Have been looking at various cars and have narrowed it down to these two but cannot decide which is best.   We want a medium sized car which is reliable and will hold their value.  We currently have an Opel and will be trading in but dont want to buy another Opel - need a change.

Have no idea about cars but have been told the Japanese are most reliable.  Have looked at Honda as well but dont really like it!

thanks in advance!


----------



## Caveat (2 May 2007)

For reliability - definitley the Mazda.  AFAIK they have the particular distinction as being the most relaible marque ouside of their warranty period.  Toyota are good too but the Auris is not getting great test drive reviews. I'd say Mazda


----------



## RS2K (2 May 2007)

Of those The Mazda. Without a doubt. 

The Auris is a huge dissapointment.


----------



## CMK (2 May 2007)

thanks for those replies .....glad it was the Mazda ye both said as that was what we were leaning towards......will test drive both again at the weekend and decide then!

CMK


----------



## Caveat (2 May 2007)

Good luck with the drives - be interested to hear what you think.

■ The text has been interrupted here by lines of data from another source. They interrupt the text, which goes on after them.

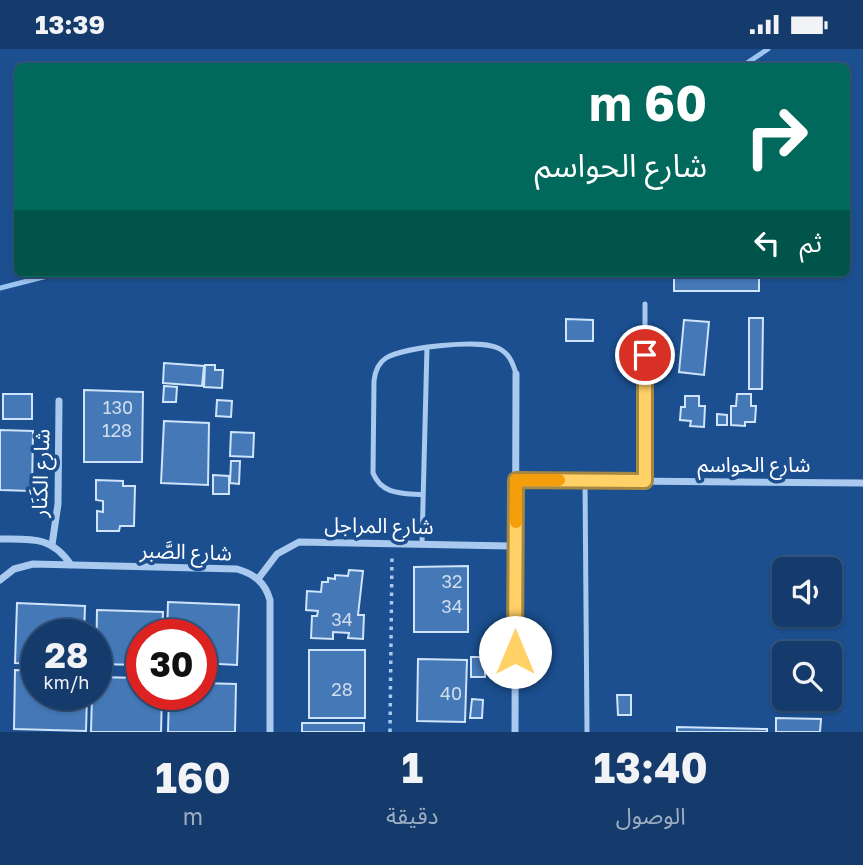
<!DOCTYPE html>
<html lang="ar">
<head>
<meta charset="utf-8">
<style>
  body { margin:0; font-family:"Golos Text","Noto Sans Arabic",sans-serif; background:#1d4271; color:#f1f3f6; direction:rtl; height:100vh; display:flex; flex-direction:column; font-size:26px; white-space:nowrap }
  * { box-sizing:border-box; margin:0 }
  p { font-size:23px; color:#9dadc1 }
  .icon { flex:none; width:38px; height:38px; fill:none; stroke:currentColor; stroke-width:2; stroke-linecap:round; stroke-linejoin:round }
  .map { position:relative; height:683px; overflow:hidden; direction:ltr }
  .panel { display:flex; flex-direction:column; background:#143b6b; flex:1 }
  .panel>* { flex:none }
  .hud { position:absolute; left:14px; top:14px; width:836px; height:214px; border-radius:10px; box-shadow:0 2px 5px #0004,0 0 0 2px #33557e; direction:rtl; background:#00695c; color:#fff; overflow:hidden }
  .controls { position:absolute; left:772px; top:508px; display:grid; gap:14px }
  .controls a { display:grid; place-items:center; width:70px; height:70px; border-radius:10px; background:#143b6b; box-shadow:0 2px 5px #0004,0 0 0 2px #33557e; font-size:35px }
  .speed { position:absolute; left:21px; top:570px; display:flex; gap:14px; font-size:35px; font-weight:700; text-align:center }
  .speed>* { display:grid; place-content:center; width:91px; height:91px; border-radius:50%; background:#143b6b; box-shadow:0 2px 5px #0004,0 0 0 2px #33557e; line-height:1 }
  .speed small { font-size:18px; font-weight:400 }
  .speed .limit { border:10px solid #d22; background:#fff; color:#111 }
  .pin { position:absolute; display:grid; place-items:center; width:60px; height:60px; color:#fff; margin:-30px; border:4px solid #fff; border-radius:50%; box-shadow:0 2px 7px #0007 }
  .me { position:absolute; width:77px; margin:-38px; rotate:0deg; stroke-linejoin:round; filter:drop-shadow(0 0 5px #0008) }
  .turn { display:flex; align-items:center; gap:24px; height:147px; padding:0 28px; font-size:32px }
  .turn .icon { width:91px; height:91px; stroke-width:2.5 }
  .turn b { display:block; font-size:49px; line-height:60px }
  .then { display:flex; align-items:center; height:66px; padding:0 28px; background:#0003; gap:14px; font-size:26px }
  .eta { display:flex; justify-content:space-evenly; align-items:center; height:119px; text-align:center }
  .eta b { font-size:42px; font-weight:700; line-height:49px }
  .status { display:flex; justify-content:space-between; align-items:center; height:49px; padding:0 35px; background:#143b6b; direction:ltr }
  .status svg { height:19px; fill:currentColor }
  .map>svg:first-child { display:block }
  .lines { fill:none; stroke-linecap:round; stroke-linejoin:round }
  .stream { stroke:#9cc4f0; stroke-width:5 }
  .building { fill:#4478b7; stroke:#cfe3fa; stroke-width:2 }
  .path { stroke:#a9c9ee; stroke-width:3.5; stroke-dasharray:3.5 5; stroke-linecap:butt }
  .lane { stroke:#a9c9ee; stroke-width:5 }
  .street { stroke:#a9c9ee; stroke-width:7 }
  .route-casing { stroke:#a68842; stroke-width:18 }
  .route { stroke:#ffd166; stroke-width:12 }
  .slow { stroke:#f59e0b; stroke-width:12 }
  .labels { text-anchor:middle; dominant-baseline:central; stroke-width:7; stroke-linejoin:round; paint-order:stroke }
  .number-label { font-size:18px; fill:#d0dded }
  .street-label { font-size:21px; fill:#fff; stroke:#1b4f8f }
</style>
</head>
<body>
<div class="status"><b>13:39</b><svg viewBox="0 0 49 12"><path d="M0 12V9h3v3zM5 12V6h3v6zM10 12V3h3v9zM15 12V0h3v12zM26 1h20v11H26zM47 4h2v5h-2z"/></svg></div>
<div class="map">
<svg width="863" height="683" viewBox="0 0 863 683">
  <rect width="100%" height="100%" fill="#1b4f8f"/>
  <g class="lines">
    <path class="stream" d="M741,18L768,0
      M0,239L59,224"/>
  </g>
  <path class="building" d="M674,224H759V242H674Z
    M749,269H763L762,340H749Z
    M566,270L593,271V292H566Z
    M684,271L709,273L704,326L679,323Z
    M164,314L204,317L202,337L163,334Z
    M205,316H215V321H223L222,339L204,338Z
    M164,337L177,338L176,353H163Z
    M84,341L143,343L142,413H84Z
    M3,345H32V370H3Z
    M737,345H751V357H756L755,373H745V377L731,376V357H736Z
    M685,347H699V357H705L704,378L690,377L691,372L680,371L681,358H685Z
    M217,351L232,352L231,368L216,367Z
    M717,365L727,366V376H717Z
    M164,372L209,374L208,436L161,434Z
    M0,381L33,382L32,442L0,441Z
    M231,383L254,384L253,408L230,407Z
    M231,412H240L239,435L230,434Z
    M213,426L229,427V445H213Z
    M96,431L123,432V437H135L134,477H120L119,482H97V462L103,463V452L96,451Z
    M468,517V583H414V518Z
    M349,521L363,522L358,566H364L363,590L348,589L349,584L333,583V590L311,589L312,567H317L318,562L306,561L307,542L321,543L322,533H328V529L335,530V526L348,527Z
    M168,553L239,556L237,616L201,614V586H167Z
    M17,554L85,557L84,586H37V615L15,614Z
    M97,561L163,563L162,586H142V616L96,615Z
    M309,601H365V669H309Z
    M471,608H485V628H471Z
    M418,610L467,611L465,673L417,672Z
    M15,621L37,622V646H87L86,682L14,680Z
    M96,628L142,629V646H162L161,683H91L92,646H96Z
    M201,634L236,635L235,683H168L169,646H201Z
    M617,646H631V666H618Z
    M472,650L483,651L482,669H470Z
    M776,669L821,670L820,683H776Z
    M302,674H364V683H302Z
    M677,678L767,680V683H677Z"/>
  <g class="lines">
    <path class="path" d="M390,683L392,506"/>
    <path class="lane" d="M645,255V432
      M585,432L587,683
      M423,446C402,444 382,446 373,424L374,332C375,323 378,314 386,309C404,298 480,290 498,299C509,304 513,314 516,325
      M422,494L427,298"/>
    <path class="street" d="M516,431L863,434
      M0,490C31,490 52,487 71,516
      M52,496L58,455L59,352
      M258,530L277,505L299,493L515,497
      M0,531L14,520L33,515L237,520C254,525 265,533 270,551V683
      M515,683L516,325"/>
  </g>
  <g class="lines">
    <g class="route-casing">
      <path id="route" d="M515,603L516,431L645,432V306"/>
    </g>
    <use href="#route" class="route"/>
    <path class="slow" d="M516,473V431H559"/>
  </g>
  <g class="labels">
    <g class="number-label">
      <text x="118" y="358">130</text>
      <text x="117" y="381">128</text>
      <text x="452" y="532">32</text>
      <text x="452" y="557">34</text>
      <text x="342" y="570">34</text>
      <text x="342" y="640">28</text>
      <text x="451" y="644">40</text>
    </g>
    <g class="street-label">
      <text x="754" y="415">شارع الحواسم</text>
      <text transform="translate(40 424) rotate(-88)">شارع الكَنَار</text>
      <text transform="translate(379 476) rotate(1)">شارع المراجل</text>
      <text transform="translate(186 502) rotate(2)">شارع الصَّبر</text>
    </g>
  </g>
</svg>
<div class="controls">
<a><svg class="icon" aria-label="sound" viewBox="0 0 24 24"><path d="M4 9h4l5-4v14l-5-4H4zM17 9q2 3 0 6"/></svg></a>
<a><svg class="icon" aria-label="search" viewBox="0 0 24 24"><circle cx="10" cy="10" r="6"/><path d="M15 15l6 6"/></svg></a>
</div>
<div class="speed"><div>28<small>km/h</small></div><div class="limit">30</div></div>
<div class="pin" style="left:645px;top:306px;background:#d93025"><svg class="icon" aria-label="arrive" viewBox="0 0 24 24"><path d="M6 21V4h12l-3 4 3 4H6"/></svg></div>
<svg class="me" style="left:515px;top:603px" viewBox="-20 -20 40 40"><circle r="19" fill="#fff"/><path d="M0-13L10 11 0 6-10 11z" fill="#ffd166"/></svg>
<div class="hud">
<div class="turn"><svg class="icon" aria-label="right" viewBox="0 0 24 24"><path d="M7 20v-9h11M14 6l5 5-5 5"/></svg><div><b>60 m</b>شارع الحواسم</div></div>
<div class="then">ثم<svg class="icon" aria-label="left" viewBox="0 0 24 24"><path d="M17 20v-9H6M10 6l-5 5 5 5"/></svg></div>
</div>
</div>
<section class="panel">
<div class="eta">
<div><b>13:40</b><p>الوصول</p></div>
<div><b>1</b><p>دقيقة</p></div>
<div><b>160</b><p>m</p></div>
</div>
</section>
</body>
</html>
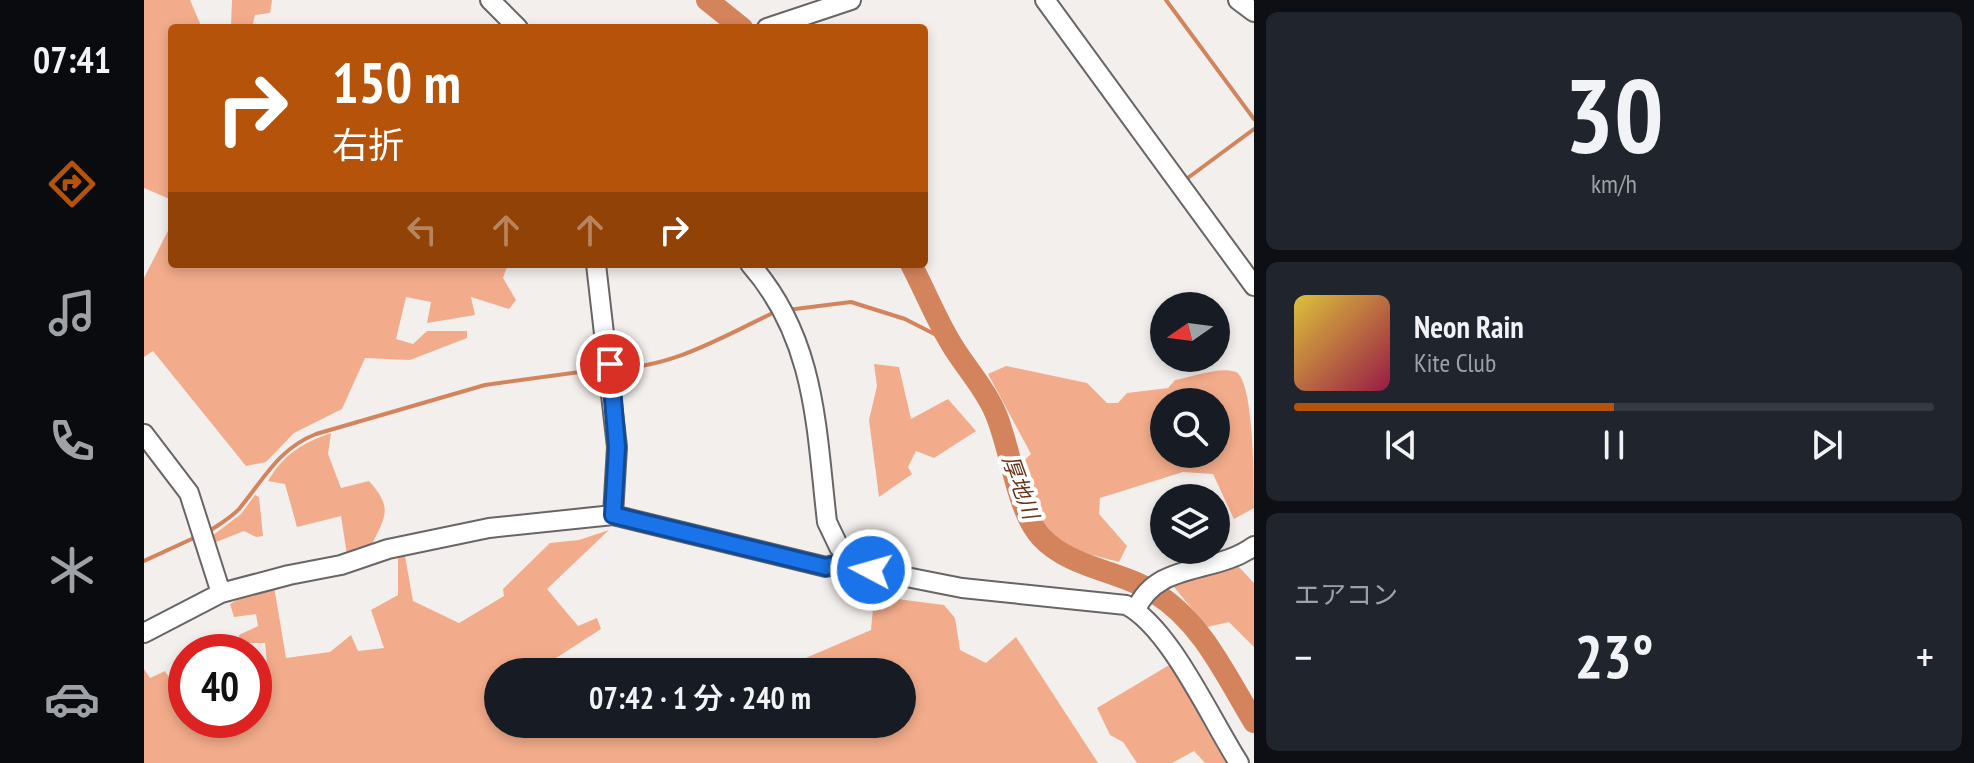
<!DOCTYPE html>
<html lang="ja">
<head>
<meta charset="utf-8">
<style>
	body { margin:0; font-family:"PT Sans Narrow","Noto Sans JP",sans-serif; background:#20242c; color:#f1f3f6; height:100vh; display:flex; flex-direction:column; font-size:30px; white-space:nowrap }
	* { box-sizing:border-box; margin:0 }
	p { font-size:26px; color:#9ea1a6 }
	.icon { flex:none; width:44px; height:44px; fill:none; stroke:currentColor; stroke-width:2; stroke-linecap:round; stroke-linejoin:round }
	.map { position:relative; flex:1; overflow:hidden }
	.details { display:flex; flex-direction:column; gap:12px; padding:12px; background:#0d0f14; width:720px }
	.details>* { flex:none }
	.guide { position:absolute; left:24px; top:24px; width:760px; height:244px; border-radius:8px; box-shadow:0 4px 12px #0003; background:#b45309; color:#fff; overflow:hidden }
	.needle { width:52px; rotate:256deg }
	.tools { position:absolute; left:1006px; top:292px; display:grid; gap:16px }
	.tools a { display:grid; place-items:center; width:80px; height:80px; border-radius:50%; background:#171b24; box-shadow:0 4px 12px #0003; font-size:40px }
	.speed { position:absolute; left:24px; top:634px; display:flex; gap:16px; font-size:40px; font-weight:700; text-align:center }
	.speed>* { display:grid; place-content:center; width:104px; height:104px; border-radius:50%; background:#171b24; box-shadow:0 4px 12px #0003; line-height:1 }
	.speed .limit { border:12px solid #d22; background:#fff; color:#111 }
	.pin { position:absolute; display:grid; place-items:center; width:68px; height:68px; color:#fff; margin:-34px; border:4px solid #fff; border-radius:50%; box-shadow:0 2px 8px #0007 }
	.me { position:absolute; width:88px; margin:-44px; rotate:276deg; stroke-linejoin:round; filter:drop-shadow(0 0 6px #0008) }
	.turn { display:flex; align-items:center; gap:28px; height:168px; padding:0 32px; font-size:36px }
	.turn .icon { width:104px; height:104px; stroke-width:2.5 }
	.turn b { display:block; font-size:56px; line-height:68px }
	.lanes { display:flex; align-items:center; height:76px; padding:0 32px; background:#0003; justify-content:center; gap:40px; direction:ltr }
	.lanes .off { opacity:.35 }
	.big { font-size:60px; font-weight:600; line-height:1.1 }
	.details .widget { flex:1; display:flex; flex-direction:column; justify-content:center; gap:12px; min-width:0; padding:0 28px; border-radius:12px; background:#20242c }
	.details .dial { align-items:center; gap:0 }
	.dial b { font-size:104px; line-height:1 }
	.song { display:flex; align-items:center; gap:24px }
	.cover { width:96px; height:96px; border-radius:12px; background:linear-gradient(135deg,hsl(50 70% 55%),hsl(340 70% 35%)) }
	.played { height:8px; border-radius:4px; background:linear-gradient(90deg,#b45309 50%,#363941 50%) }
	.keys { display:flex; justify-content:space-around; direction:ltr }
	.heat { display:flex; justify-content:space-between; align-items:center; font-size:44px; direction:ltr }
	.trip { position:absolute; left:340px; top:658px; width:432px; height:80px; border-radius:40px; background:#171b24; box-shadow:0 4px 12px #0003; font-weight:600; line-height:80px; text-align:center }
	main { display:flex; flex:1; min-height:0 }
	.dock { display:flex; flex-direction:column; width:144px; justify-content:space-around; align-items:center; background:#090b0e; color:#9ea1a6 }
	.dock .icon { width:56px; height:56px }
	.dock .active { color:#b45309 }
	.dock b { font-size:36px; color:#f1f3f6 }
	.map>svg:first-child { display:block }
	.green { fill:#f2ac8b; fill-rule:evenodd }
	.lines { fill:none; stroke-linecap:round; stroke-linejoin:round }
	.stream { stroke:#d3845d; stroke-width:4 }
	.river { stroke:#d3845d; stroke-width:22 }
	.minor-casing { stroke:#686564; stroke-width:22 }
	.minor { stroke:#fff; stroke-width:18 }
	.route-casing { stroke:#114b97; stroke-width:20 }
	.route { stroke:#1a73e8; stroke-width:14 }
	.labels { text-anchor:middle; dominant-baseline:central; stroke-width:8; stroke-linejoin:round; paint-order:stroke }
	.water-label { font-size:22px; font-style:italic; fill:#693519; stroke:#fff }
</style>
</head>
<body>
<main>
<nav class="dock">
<b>07:41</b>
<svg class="icon active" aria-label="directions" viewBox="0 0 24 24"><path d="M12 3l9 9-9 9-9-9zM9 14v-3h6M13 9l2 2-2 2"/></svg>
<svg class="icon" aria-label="music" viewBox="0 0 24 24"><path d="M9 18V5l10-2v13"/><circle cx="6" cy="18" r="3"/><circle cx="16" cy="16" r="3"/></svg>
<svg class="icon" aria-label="phone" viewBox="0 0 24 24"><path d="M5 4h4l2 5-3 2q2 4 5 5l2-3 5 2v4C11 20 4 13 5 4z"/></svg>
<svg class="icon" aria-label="climate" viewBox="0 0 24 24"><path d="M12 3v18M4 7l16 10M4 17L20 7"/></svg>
<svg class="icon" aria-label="car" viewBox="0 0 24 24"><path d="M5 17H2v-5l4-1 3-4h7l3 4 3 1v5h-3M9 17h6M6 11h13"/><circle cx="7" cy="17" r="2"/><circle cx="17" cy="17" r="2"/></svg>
</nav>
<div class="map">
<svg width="1110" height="763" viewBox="0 0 1110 763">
	<rect width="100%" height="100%" fill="#f3efed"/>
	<path class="green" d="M0,0H46L58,28H28V200L0,188Z
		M88,0H128L126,13L111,15L108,28H62L87,25Z
		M28,223V264H364L359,278L372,300L365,309L327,297L331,315L283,323L287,302L262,297L252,339L269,344L283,331H323V338L266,360L221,358L198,409L150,433L122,462L102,466L9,351L0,357V278Z
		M730,364L755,367L767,419L804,399L832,431L790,458L772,451L764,467L768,474L735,497L725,420L733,386Z
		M862,366L943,383L963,403H974L983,393L1024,388L1031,380C1048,377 1076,366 1092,372C1110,381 1110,483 1110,508L1090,519L1069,474L1039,472L956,498L955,514L983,546L975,562C899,542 894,541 877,463L887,454L844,374ZM1020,402H1072V454H1020Z
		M187,433L184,454L197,488L225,481C251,510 240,517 226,549L203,555L197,516L153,527L141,484L124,481C141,453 157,444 187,433Z
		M111,495L115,497L119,536L112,537L100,531L72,542L68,536L97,514Z
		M465,530L403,589L434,626L453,618L457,629L395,669L396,672H354V724H758V672H629L727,630L730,596L800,605L811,618L816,650L842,663L872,637L954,763H0V669L6,678L21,671L31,687L42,681V720H110V664L123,662L121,643H96L95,635L114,626L112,614L90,617L86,604L108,592L130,586L142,658L186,652L207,635L214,651L240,648L227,610L254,595V558L261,556L269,601L315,623L360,596L359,589L406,543L435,540Z
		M1094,566L1110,583V647L1085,622L1063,627L1025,581Z
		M1027,664L1086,763H1061L1050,751L1028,763H993L979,742L966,735L953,708Z"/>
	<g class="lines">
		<path class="stream" d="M1022,0L1110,119
			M1041,180L1110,129
			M643,310L707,302L761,319L806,342
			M471,368C528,368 580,336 631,312
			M64,532C74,525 87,518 95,509C120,479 134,449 172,434L341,385L458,369
			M0,561L52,537"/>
		<path class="river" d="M563,0L598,28
			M767,264C780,289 791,316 805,340C819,365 840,386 851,412C867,448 872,509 897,537C927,569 976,570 1011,593C1058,622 1082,676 1110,722"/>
		<g class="minor-casing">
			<path id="minor" d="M346,0L374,28
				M901,0L1110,286
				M1094,0L1110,12
				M623,28L707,0
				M452,264L473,447L469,515
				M606,264C672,339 672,427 683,522L695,547L707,560L727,570L818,588L982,605C1026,627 1067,720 1095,763
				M0,434L45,493L77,593
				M992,610C1012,561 1071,575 1110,546
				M0,633L77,593L145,575L197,565L244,549L345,528L469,515L682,567L707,560"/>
		</g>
		<use href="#minor" class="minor"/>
	</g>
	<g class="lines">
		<g class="route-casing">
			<path id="route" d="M466,364L473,447L469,515L682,567L707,560L727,570"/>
		</g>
		<use href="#route" class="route"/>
	</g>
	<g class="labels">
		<g class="water-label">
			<text transform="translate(877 487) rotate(70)">厚地川</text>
		</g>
	</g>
</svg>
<div class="tools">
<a><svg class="needle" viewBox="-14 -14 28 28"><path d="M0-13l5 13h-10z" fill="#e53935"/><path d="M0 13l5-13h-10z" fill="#9ea1a6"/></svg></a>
<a><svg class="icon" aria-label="search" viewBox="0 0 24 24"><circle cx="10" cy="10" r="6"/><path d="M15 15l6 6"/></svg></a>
<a><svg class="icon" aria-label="layers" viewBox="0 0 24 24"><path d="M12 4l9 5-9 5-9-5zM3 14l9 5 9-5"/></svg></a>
</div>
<div class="speed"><div class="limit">40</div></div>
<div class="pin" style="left:466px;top:364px;background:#d93025"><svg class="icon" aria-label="arrive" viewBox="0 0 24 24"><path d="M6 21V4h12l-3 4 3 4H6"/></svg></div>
<svg class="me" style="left:727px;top:570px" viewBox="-20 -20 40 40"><circle r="17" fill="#1a73e8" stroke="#fff" stroke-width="3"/><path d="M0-11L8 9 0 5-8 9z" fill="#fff"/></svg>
<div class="trip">07:42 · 1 分 · 240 m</div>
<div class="guide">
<div class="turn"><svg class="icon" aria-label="right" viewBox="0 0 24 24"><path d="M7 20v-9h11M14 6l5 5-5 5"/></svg><div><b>150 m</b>右折</div></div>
<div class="lanes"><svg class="icon off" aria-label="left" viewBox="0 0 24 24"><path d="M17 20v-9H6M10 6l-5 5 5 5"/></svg><svg class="icon off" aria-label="ahead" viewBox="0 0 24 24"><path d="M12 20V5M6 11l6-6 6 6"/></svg><svg class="icon off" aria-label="ahead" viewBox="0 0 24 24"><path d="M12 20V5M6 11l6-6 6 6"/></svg><svg class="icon" aria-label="right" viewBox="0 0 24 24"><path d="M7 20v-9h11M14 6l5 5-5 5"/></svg></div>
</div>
</div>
<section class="details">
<div class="widget dial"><b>30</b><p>km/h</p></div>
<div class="widget">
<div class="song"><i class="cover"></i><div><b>Neon Rain</b><p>Kite Club</p></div></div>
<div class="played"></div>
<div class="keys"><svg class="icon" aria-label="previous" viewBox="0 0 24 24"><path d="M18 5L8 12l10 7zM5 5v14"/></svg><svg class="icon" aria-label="pause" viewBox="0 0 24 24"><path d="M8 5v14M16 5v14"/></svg><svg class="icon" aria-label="next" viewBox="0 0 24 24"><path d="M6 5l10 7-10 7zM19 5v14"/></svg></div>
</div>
<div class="widget"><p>エアコン</p>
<div class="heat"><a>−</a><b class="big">23°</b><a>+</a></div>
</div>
</section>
</main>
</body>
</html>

For what it's worth, as far as looks go I think the Mazda by a mile.  I think most Toyotas are completely lacking in character (apart from maybe the Yaris) The mazda 3 has an interesting slightly retro look somehow...

Try this for more info

[broken link removed]


----------



## DOBBER22 (3 May 2007)

I'd go for the Mazda 3 saloon, seems to be a very good buy and looks great

[broken link removed]


----------



## Sunster (3 May 2007)

Mazda out of those two...but if I had to get a new Japanese car in that size, I'd wouldn't think twice and go for the Honda Civic


----------



## CMK (7 May 2007)

Just to get back and say we went for the Mazda 3 at the weekend as --Caveat said it was more interesting and has the slightly retro look!!  We just felt the Toyota Auris had no character and was slightly boring - tho' probably a very good car - i guess it went down to personal taste in the end.
Thanks for replies


----------



## Caveat (9 May 2007)

Good luck with the Mazda!

Am seriously considering a Mazda 3 as next car - although 'next' might be a while off...


----------



## bluethunder (11 May 2007)

I dont Know if i'm aloud do this but i'm trying to sell my mazda 3 for the last month if anybody is interested just serviced today.
http://www.carzone.ie/usedcars/index.cfm?fuseaction=car&carID=642496


----------



## tosullivan (11 May 2007)

I would have not chose either and went for a Focus, but good luck anyway


----------